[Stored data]
# # # # #

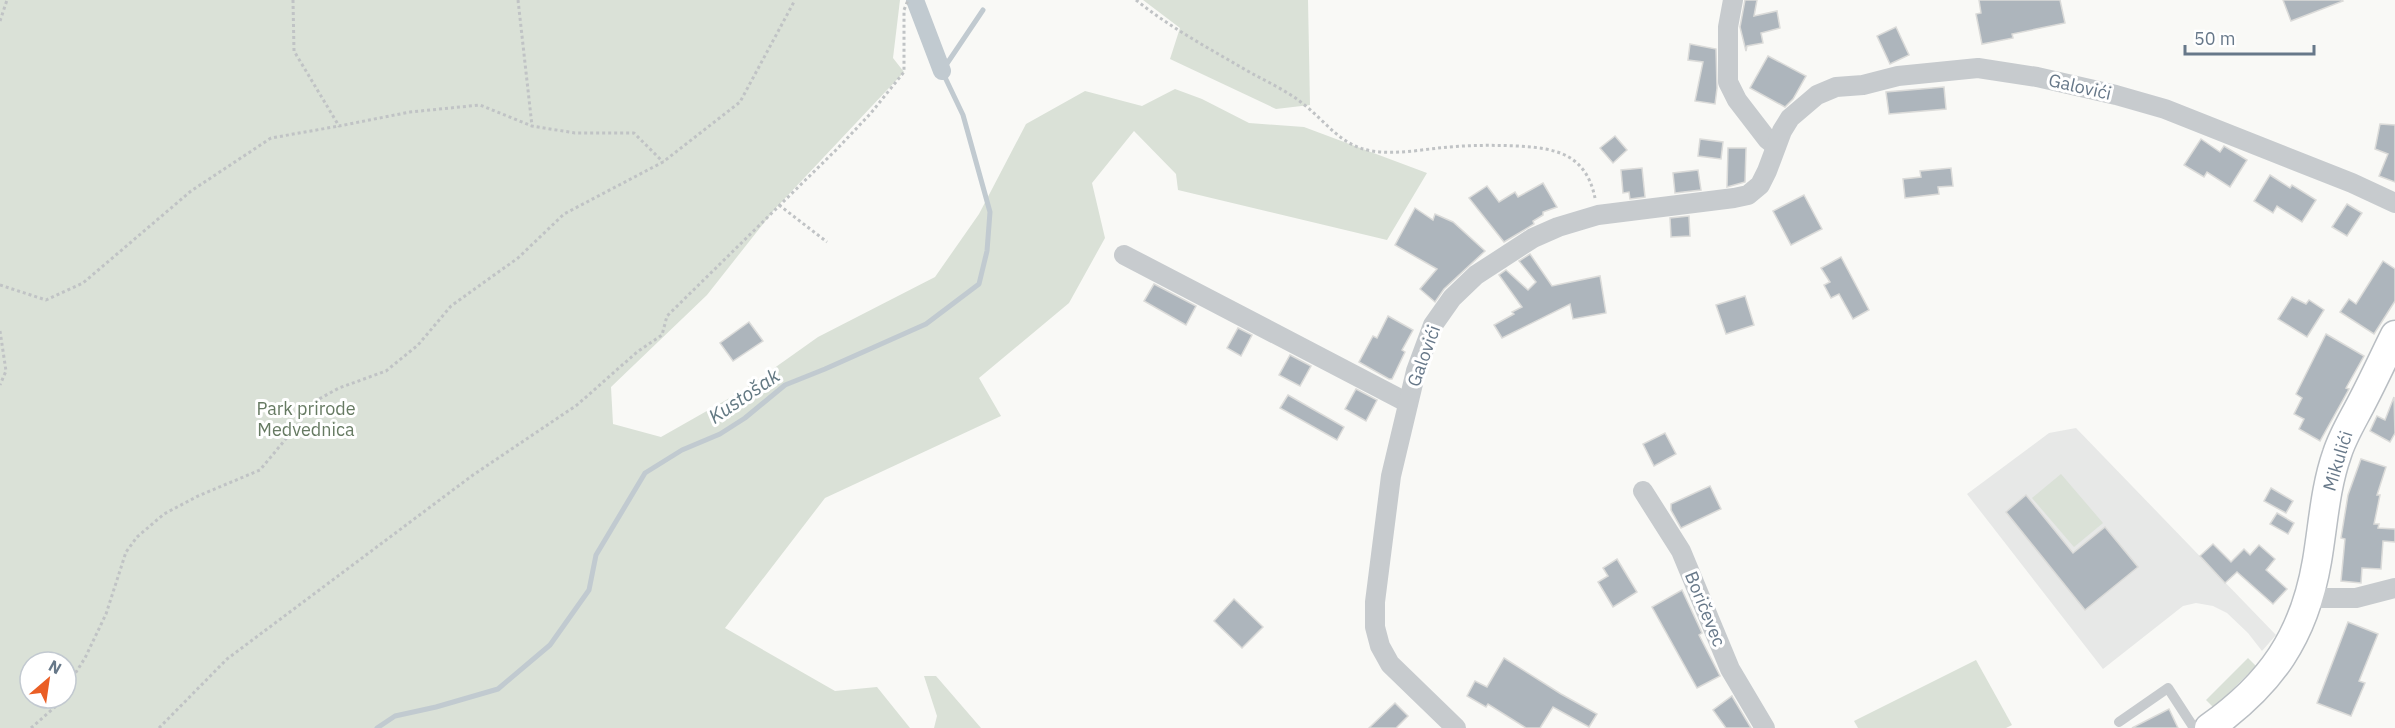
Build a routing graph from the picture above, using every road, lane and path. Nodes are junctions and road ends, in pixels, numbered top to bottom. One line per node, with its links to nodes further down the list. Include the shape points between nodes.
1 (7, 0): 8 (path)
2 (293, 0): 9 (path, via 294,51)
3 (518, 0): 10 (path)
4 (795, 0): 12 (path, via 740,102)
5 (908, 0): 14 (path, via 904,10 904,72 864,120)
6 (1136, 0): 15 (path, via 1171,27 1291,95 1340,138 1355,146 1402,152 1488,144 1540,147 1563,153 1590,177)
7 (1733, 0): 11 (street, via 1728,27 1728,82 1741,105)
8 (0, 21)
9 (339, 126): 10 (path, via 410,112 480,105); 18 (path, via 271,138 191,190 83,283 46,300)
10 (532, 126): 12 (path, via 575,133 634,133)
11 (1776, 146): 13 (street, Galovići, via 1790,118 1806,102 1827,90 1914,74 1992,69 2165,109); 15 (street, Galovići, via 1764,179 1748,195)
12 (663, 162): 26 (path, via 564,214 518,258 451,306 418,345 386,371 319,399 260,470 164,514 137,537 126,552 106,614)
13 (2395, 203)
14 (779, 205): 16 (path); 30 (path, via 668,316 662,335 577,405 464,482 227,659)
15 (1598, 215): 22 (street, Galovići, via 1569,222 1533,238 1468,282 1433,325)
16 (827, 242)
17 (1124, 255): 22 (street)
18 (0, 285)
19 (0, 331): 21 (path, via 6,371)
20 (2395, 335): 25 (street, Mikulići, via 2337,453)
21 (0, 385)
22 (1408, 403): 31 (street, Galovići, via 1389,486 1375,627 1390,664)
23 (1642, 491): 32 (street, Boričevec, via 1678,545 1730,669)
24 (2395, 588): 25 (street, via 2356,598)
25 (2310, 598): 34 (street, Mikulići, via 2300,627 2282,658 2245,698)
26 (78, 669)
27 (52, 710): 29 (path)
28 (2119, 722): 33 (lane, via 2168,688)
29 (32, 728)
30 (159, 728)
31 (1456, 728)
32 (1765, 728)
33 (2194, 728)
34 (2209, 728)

# # # # #

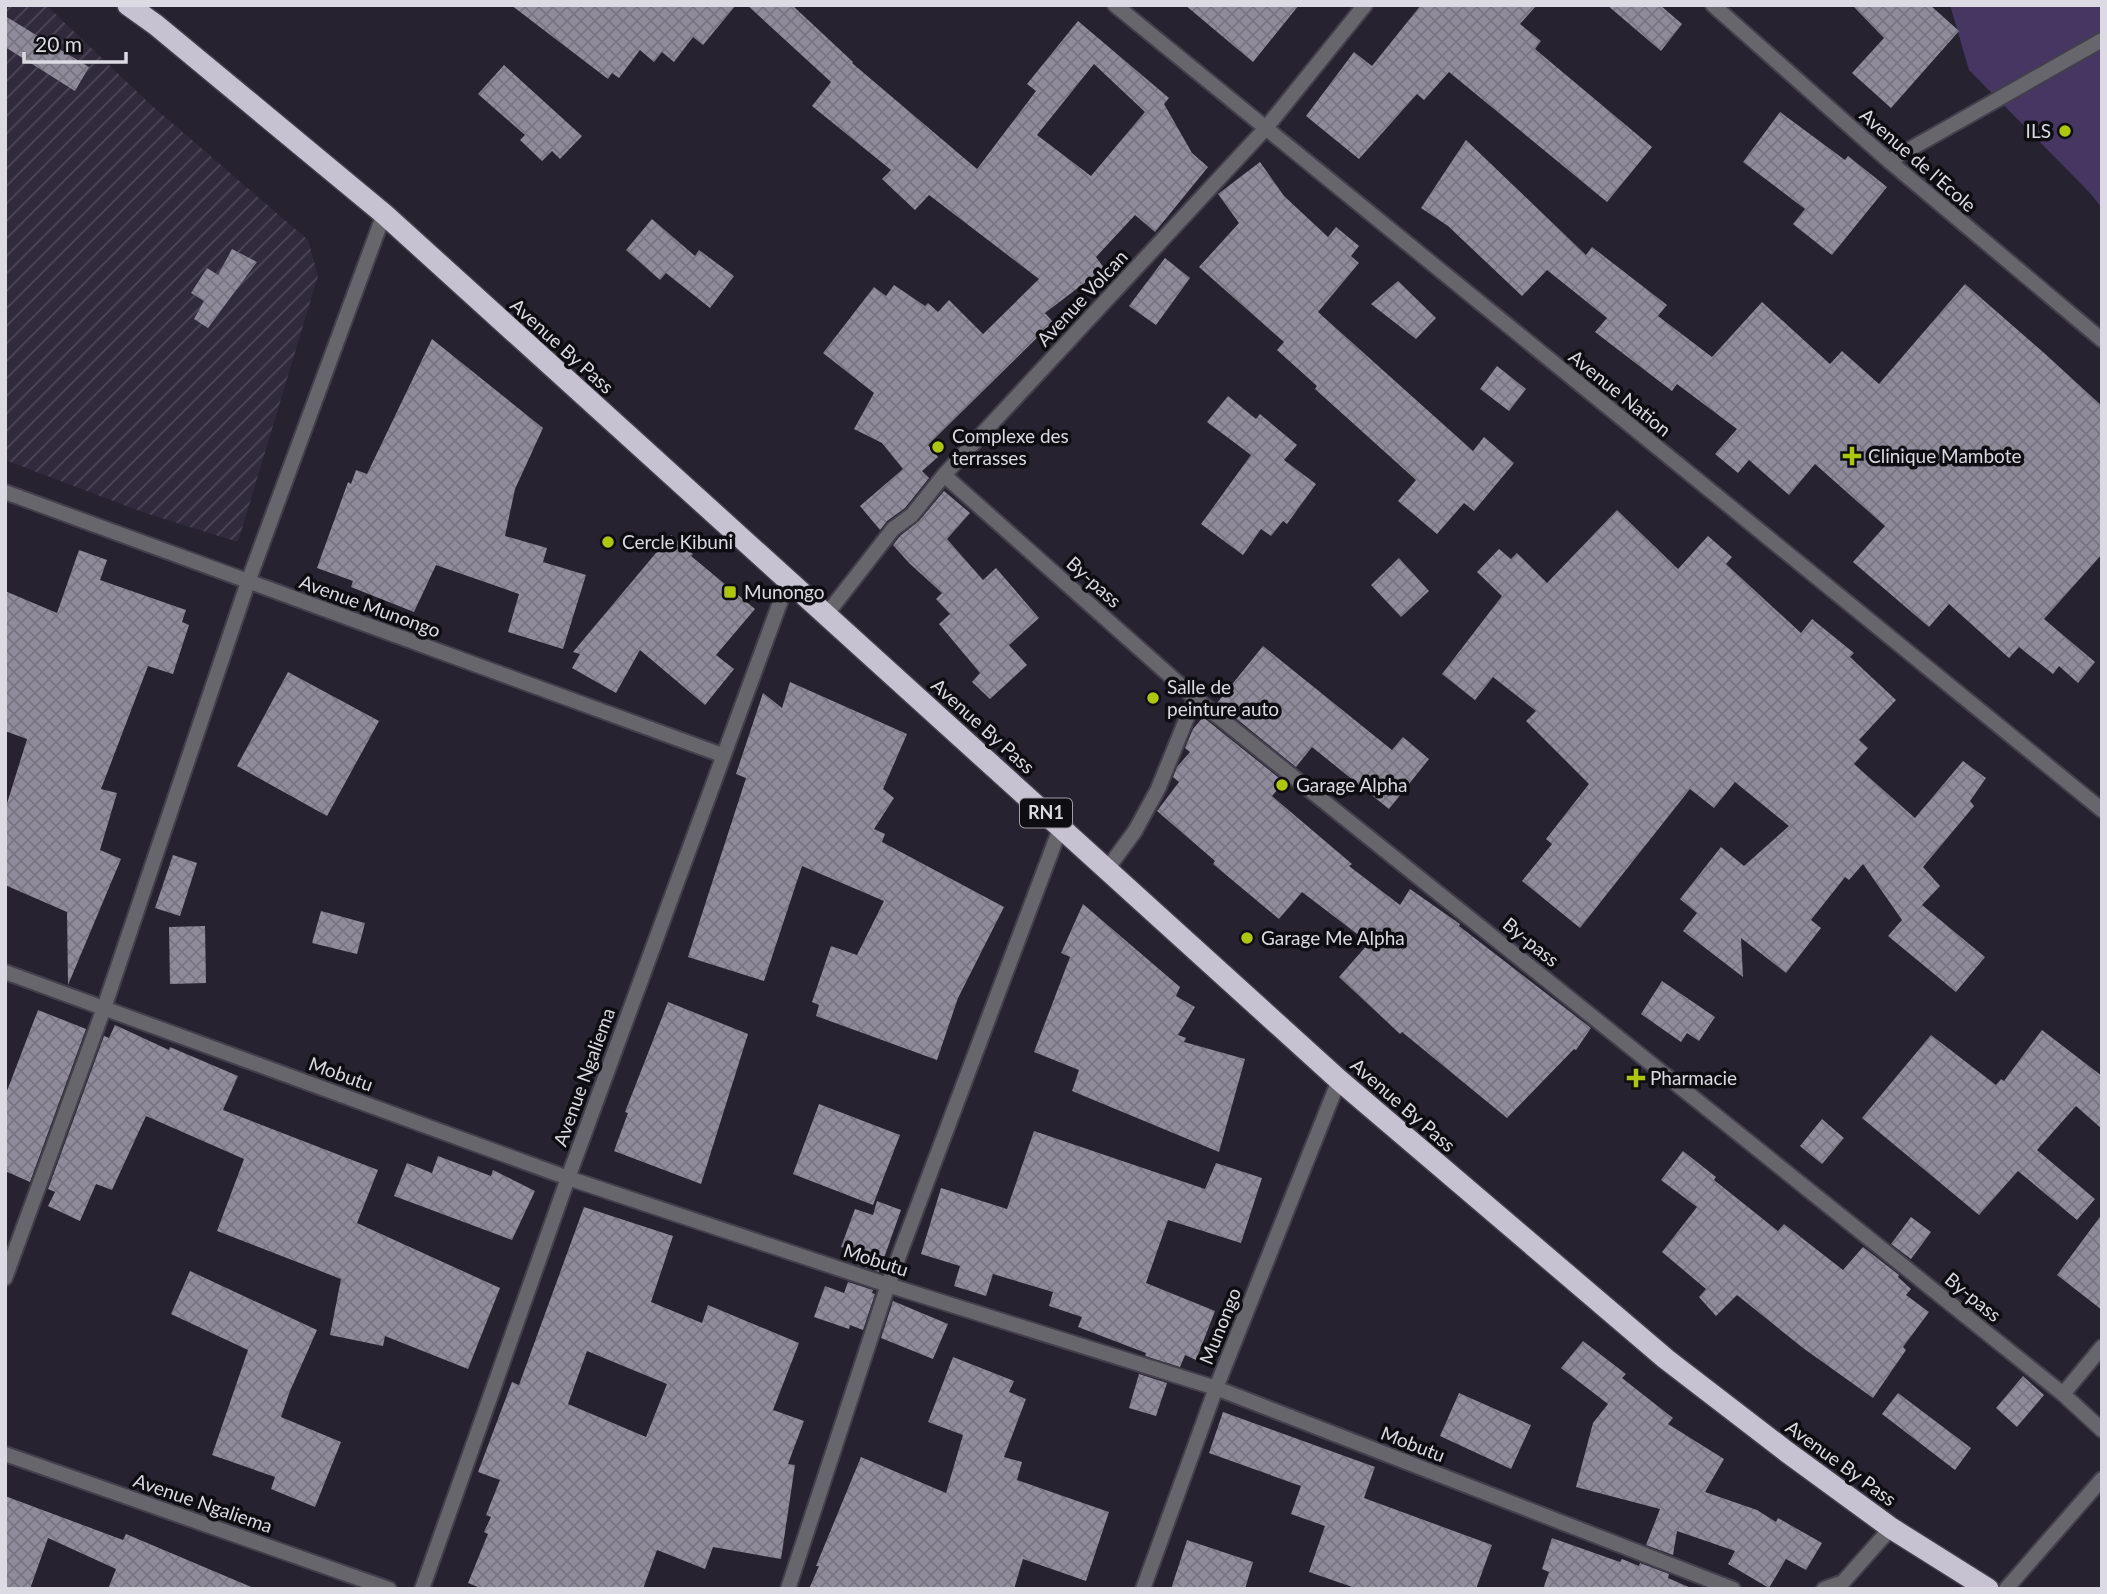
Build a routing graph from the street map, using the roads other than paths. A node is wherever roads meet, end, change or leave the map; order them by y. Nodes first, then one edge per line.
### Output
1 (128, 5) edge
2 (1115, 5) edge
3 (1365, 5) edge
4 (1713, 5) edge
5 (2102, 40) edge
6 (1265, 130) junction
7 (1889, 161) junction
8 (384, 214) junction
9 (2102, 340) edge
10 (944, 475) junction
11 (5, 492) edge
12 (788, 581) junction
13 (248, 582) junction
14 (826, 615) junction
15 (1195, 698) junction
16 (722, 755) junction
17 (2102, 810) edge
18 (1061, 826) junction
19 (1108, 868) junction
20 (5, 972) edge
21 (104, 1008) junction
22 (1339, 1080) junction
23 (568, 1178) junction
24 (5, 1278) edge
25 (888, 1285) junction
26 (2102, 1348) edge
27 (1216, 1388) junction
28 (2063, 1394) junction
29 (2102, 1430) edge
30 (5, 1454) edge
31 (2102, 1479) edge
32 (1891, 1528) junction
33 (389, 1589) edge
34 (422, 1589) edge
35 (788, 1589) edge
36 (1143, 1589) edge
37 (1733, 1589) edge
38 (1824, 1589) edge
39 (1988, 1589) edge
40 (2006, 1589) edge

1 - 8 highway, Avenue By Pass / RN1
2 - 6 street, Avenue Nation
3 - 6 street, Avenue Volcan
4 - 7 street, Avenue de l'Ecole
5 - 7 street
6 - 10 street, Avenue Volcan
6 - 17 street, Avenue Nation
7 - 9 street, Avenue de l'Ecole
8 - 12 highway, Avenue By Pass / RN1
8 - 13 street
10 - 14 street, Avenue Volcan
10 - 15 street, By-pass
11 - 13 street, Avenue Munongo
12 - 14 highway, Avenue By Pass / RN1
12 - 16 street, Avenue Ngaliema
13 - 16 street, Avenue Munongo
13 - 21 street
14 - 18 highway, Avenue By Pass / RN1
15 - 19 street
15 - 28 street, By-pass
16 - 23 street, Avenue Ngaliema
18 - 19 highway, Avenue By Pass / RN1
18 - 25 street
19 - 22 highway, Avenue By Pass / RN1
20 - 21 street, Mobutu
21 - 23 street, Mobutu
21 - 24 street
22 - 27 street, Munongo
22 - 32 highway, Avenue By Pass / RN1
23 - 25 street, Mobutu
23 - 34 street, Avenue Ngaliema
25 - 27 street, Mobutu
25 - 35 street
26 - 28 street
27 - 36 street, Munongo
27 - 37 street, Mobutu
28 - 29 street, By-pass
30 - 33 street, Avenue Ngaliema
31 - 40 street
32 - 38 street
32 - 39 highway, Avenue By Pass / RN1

# # # # #

Directions for this task -> Return from the data every line that holds "highway".

Result for this task ->
1 - 8 highway, Avenue By Pass / RN1
8 - 12 highway, Avenue By Pass / RN1
12 - 14 highway, Avenue By Pass / RN1
14 - 18 highway, Avenue By Pass / RN1
18 - 19 highway, Avenue By Pass / RN1
19 - 22 highway, Avenue By Pass / RN1
22 - 32 highway, Avenue By Pass / RN1
32 - 39 highway, Avenue By Pass / RN1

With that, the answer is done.